In this paper, we apply continuous speech separation (CSS) to the ad hoc microphone array setup. Previously, CSS was used for fixed microphone arrays [25, 7] and a single microphone setting [22, 6] to deal with real conversations. It outputs a fixed number (typically two) of audio channels, where each output channel contains at most one active speaker at any time. When the input contains two overlapping utterances, CSS must separate them and emit the separated signals from different output channels. For segments with no speaker overlaps, the incoming speech should be routed to one of the output channels, while the other output channels produce zero or negligible noise. For conversation transcription, a conventional recognition system can be simply applied to each output signal to enable multi-talker ASR.

Three additional steps are proposed to address ad hoc array-based CSS challenges. A transformer-based architecture is adopted to model the spatial and temporal correlation of the ad hoc array signals. Moreover, two methods are introduced to mitigate the duplicate speech problem [14, 22] in single speaker regions, which becomes severe especially when the array consists of different microphones. One is based on data augmentation using device distortion simulation to mimic the acoustic variations of different devices and thereby reduce the mismatch between training data and real recordings. Also, speaker counting is applied to merge the CSS output channels into one if only one speaker is detected.

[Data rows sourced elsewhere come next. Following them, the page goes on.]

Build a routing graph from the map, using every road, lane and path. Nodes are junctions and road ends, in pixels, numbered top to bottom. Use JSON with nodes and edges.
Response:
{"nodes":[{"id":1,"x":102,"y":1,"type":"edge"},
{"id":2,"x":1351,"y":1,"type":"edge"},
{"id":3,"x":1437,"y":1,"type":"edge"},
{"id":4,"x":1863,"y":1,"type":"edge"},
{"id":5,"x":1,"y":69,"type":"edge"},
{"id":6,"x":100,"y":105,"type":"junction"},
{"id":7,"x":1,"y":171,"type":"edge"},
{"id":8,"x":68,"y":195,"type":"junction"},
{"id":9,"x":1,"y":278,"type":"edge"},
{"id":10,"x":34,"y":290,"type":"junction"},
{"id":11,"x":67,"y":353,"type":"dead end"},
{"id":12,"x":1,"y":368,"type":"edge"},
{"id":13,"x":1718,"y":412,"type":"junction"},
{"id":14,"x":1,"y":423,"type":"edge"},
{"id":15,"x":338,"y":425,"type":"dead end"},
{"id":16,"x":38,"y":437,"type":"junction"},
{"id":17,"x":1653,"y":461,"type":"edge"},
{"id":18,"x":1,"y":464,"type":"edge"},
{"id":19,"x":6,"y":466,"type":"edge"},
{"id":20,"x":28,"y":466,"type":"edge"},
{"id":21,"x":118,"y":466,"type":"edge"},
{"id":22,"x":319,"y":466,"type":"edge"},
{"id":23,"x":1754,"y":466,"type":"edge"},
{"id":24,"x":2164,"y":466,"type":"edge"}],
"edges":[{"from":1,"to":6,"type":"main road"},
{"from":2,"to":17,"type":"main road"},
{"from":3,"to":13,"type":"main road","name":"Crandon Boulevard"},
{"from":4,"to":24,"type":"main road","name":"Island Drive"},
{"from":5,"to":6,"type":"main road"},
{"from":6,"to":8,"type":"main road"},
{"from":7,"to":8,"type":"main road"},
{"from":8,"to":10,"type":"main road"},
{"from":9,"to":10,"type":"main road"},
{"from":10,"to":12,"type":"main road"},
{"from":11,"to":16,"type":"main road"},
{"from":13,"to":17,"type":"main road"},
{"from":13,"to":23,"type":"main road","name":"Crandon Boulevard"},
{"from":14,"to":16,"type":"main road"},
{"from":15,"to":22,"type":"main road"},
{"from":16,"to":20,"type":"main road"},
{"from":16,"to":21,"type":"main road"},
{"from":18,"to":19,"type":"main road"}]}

To enable ad hoc array-based CSS evaluation, we collected a new dataset of long-form multi-talker audio with different consumer devices including cell phones and laptops, which we call AdHoc-LibriCSS. As with LibriCSS[7], LibriSpeech [19] utterances were concatenated and played back in different conference rooms from multiple loudspeakers to create meeting-like audio files. Experimental results using this dataset are reported.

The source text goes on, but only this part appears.